Prompt:
A faithful copy of each record is required, minus the images.

The input:
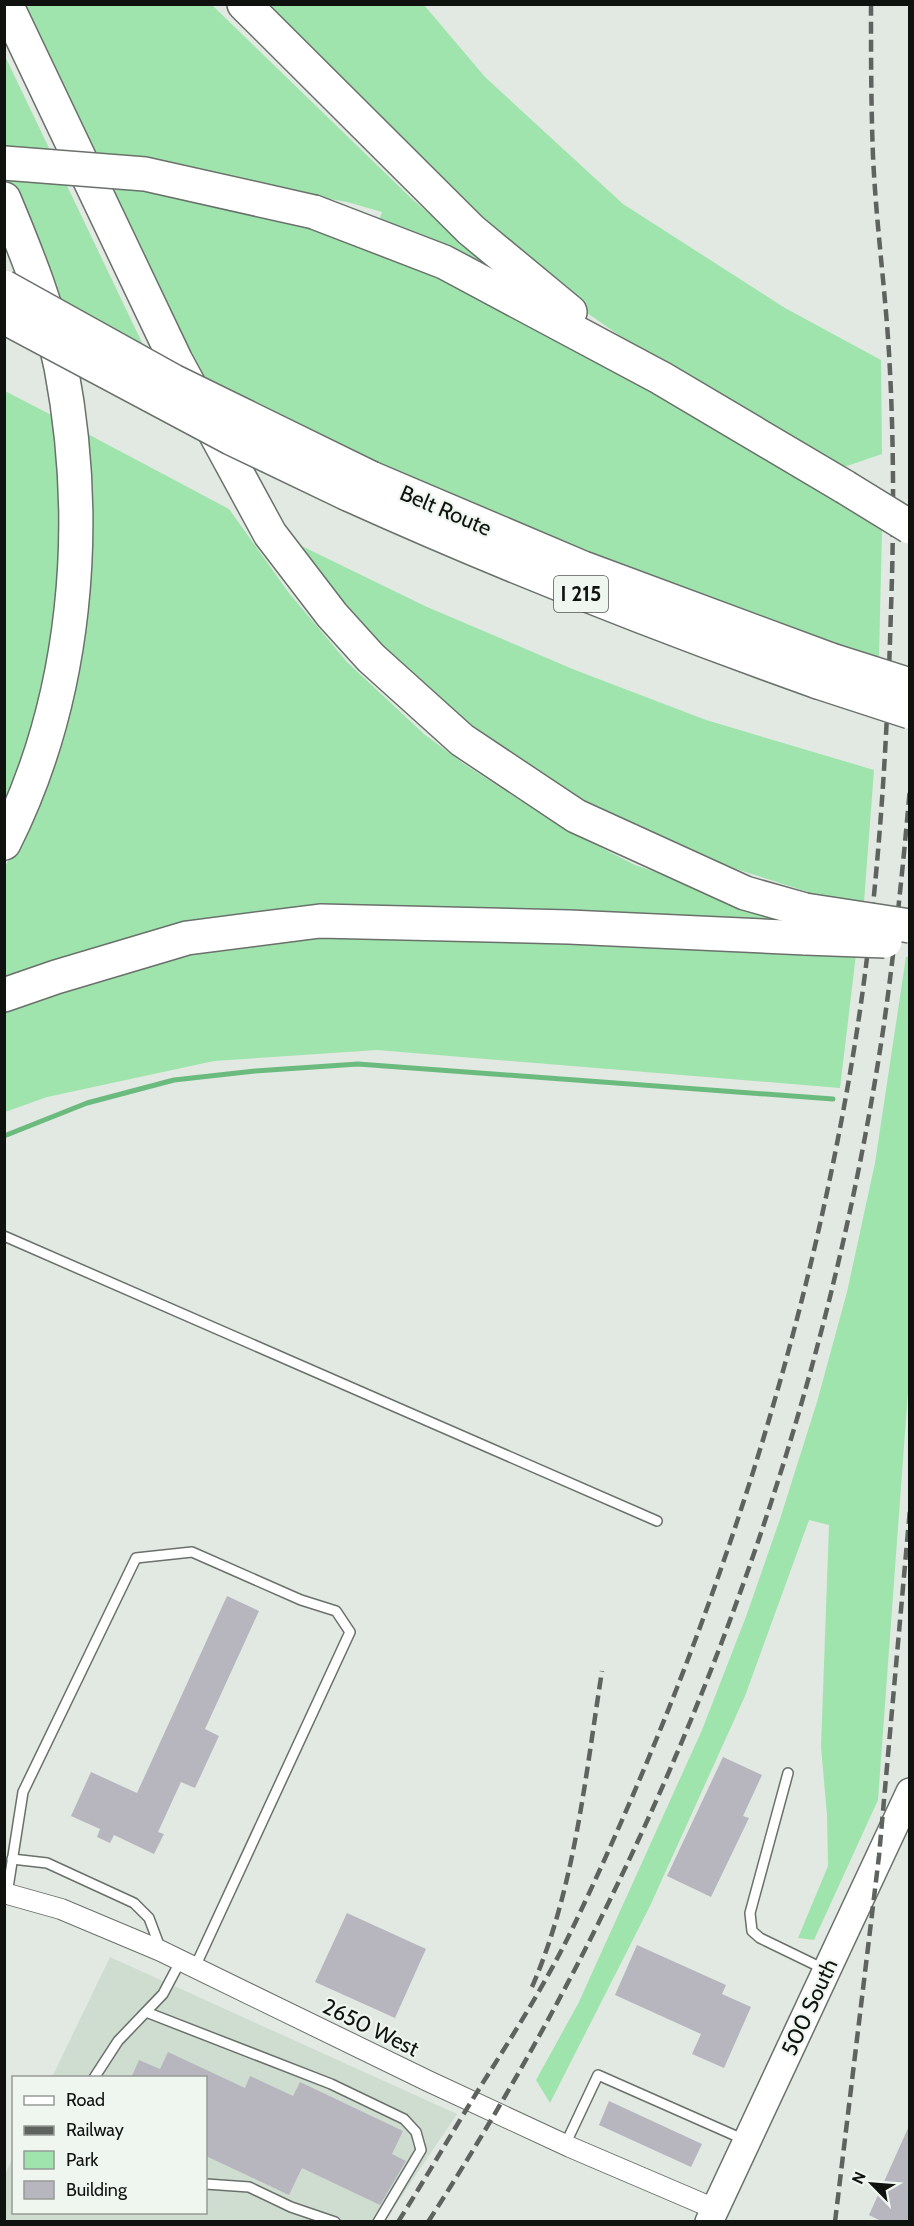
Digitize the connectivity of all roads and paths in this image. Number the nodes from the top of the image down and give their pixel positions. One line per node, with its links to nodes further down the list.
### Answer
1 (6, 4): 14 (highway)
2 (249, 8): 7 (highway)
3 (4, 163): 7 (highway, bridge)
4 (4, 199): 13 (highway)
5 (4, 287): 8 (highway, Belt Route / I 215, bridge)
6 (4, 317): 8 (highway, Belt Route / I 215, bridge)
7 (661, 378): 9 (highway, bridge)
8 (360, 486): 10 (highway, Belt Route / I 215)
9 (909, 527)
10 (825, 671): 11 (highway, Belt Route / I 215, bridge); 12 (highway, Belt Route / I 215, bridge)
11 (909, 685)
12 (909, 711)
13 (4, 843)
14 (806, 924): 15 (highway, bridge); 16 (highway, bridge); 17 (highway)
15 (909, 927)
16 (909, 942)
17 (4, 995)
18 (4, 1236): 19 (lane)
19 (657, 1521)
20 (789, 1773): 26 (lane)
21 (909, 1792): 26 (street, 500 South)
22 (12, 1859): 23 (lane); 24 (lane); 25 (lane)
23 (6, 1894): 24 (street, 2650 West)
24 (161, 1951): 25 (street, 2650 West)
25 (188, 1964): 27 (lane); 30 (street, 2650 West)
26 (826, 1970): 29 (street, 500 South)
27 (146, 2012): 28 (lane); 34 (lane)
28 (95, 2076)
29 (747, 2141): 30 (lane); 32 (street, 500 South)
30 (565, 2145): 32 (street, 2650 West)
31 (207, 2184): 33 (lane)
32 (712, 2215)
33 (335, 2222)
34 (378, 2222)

Final answer:
Digitize the connectivity of all roads and paths in this image. Number the nodes from the top of the image down and give their pixel positions. One line per node, with its links to nodes further down the list.
### Answer
1 (6, 4): 14 (highway)
2 (249, 8): 7 (highway)
3 (4, 163): 7 (highway, bridge)
4 (4, 199): 13 (highway)
5 (4, 287): 8 (highway, Belt Route / I 215, bridge)
6 (4, 317): 8 (highway, Belt Route / I 215, bridge)
7 (661, 378): 9 (highway, bridge)
8 (360, 486): 10 (highway, Belt Route / I 215)
9 (909, 527)
10 (825, 671): 11 (highway, Belt Route / I 215, bridge); 12 (highway, Belt Route / I 215, bridge)
11 (909, 685)
12 (909, 711)
13 (4, 843)
14 (806, 924): 15 (highway, bridge); 16 (highway, bridge); 17 (highway)
15 (909, 927)
16 (909, 942)
17 (4, 995)
18 (4, 1236): 19 (lane)
19 (657, 1521)
20 (789, 1773): 26 (lane)
21 (909, 1792): 26 (street, 500 South)
22 (12, 1859): 23 (lane); 24 (lane); 25 (lane)
23 (6, 1894): 24 (street, 2650 West)
24 (161, 1951): 25 (street, 2650 West)
25 (188, 1964): 27 (lane); 30 (street, 2650 West)
26 (826, 1970): 29 (street, 500 South)
27 (146, 2012): 28 (lane); 34 (lane)
28 (95, 2076)
29 (747, 2141): 30 (lane); 32 (street, 500 South)
30 (565, 2145): 32 (street, 2650 West)
31 (207, 2184): 33 (lane)
32 (712, 2215)
33 (335, 2222)
34 (378, 2222)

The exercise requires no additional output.